O uso de drogas já foi associado à transgressão, à arte, à ousadia. Nos anos de 1960, o consumo de alucinógenos era parte do contexto da revolução sexual e do grito social de vários países do mundo, inclusive na América Latina. Mas ainda pareciam poucos e diferentes aqueles que se aventuravam por essa viagem, sempre envolta numa aura obscura, exótica, artística
e atraente.
No entanto, muitos entraram na corrida desenfreada das drogas. E tantos morreram no percurso.
Trinta anos depois, a diversidade e a disponibilidade das drogas só aumentaram. Se antes o alvo do tráfico eram artistas, intelectuais, roqueiros, agora ele alicia consumidores cada vez mais jovens, de todas as origens sociais. E o faz na porta das escolas, nos jardins de infância, na praça dos bairros da periferia, nos salões de festa, nos points da alta sociedade.
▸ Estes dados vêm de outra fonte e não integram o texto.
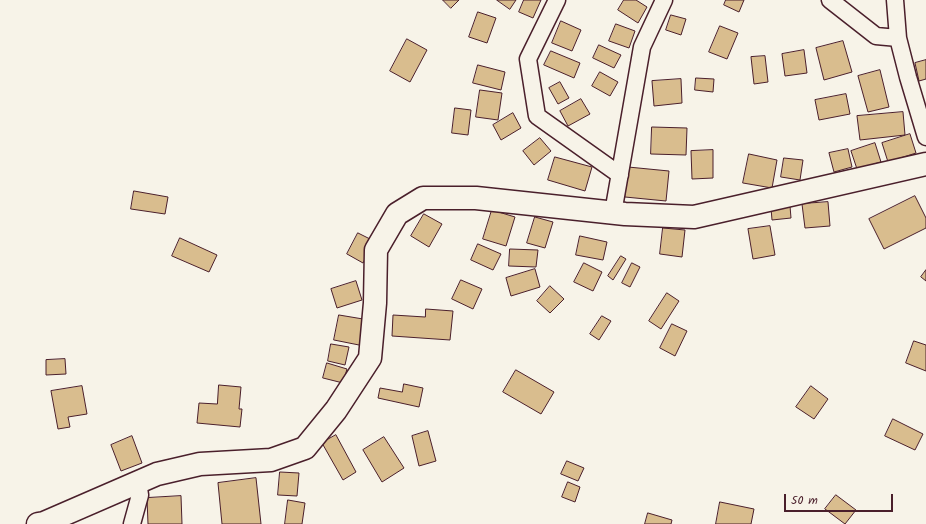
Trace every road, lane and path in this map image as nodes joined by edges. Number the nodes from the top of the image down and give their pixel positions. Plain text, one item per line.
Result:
1 (557, 0) edge
2 (664, 0) edge
3 (830, 0) edge
4 (895, 0) edge
5 (898, 38) junction
6 (926, 137) edge
7 (926, 164) edge
8 (620, 175) junction
9 (614, 213) junction
10 (138, 482) junction
11 (38, 524) edge
12 (132, 524) edge

1 - 8 street
2 - 8 street
3 - 5 street
4 - 5 street
5 - 6 street
7 - 9 street
8 - 9 street
9 - 10 street
10 - 11 street
10 - 12 street

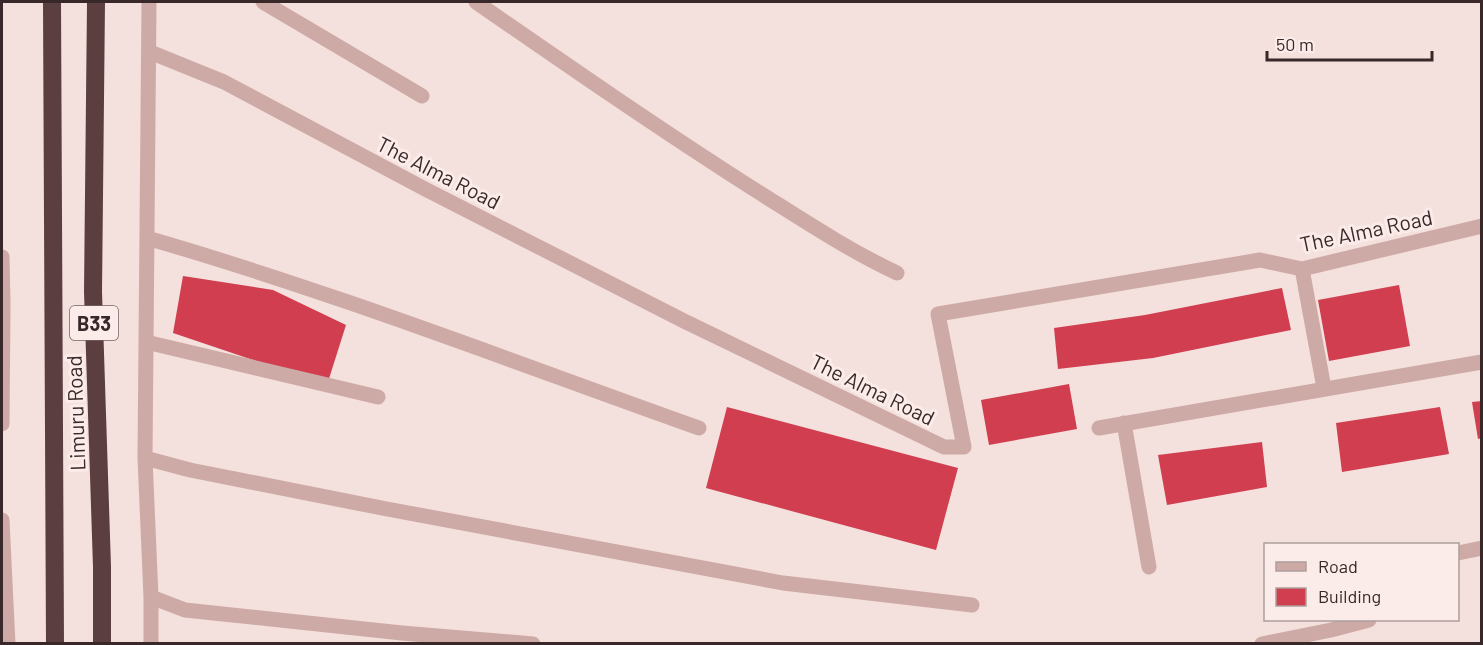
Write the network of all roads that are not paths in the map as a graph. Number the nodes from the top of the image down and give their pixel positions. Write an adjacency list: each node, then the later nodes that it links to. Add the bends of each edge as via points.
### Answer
1 (52, 2): 32 (highway, Limuru Road / B33)
2 (96, 2): 33 (highway, Limuru Road / B33, via 93,292)
3 (149, 2): 6 (street)
4 (263, 2): 7 (street)
5 (476, 2): 12 (street, via 732,175 860,256)
6 (150, 52): 9 (street); 11 (street, The Alma Road, via 224,82 684,321 944,447 964,447 938,314 1260,260)
7 (422, 96)
8 (1482, 226): 11 (street, The Alma Road)
9 (147, 238): 14 (street); 20 (street, via 363,308)
10 (2, 257): 13 (street)
11 (1302, 269): 16 (street)
12 (897, 273)
13 (2, 304): 19 (street)
14 (146, 342): 17 (street); 22 (street)
15 (1482, 362): 16 (street)
16 (1324, 388): 18 (street)
17 (378, 397)
18 (1124, 423): 21 (street); 26 (street)
19 (2, 424)
20 (699, 428)
21 (1099, 428)
22 (145, 458): 28 (street); 29 (street, via 387,509 783,583)
23 (2, 520): 27 (street)
24 (1482, 548): 25 (street)
25 (1459, 553)
26 (1149, 567)
27 (3, 571): 31 (street)
28 (151, 597): 34 (street); 35 (street, via 185,610)
29 (972, 605)
30 (1365, 621): 36 (street)
31 (8, 644)
32 (55, 644)
33 (102, 644)
34 (151, 644)
35 (533, 644)
36 (1262, 644)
Usar droga é promessa de achar uma saída para qualquer situação, diz a propaganda enganosa, convencendo até os que se acham melhor preparados para a vida. É ter poder para se transformar no super-homem, resolver tudo o que está pendente, salvar a humanidade, ainda que só por um instante, ou enquanto durar o efeito da viagem
. Também é válvula de escape para fugir das dívidas, dos problemas familiares, das ausências ou da invisibilidade.
Quando conheci Ricardo Ribeirinha, ele acabara de completar vinte e sete anos. Ele estava chegando de São Paulo; tinha viajado pelo mundo. E escolhera respirar novos ares. Deixara a capital paulista para viver no interior do Brasil – Palmas, Tocantins. Na nova cidade, um convite o seduziu. Trabalhar como pauteiro¹ numa emissora de televisão. Apesar de ser um sonho antigo, o jornalismo era um caminho completamente novo para Ricardo. Mas ele não rejeitava desafios. E encarou mais um.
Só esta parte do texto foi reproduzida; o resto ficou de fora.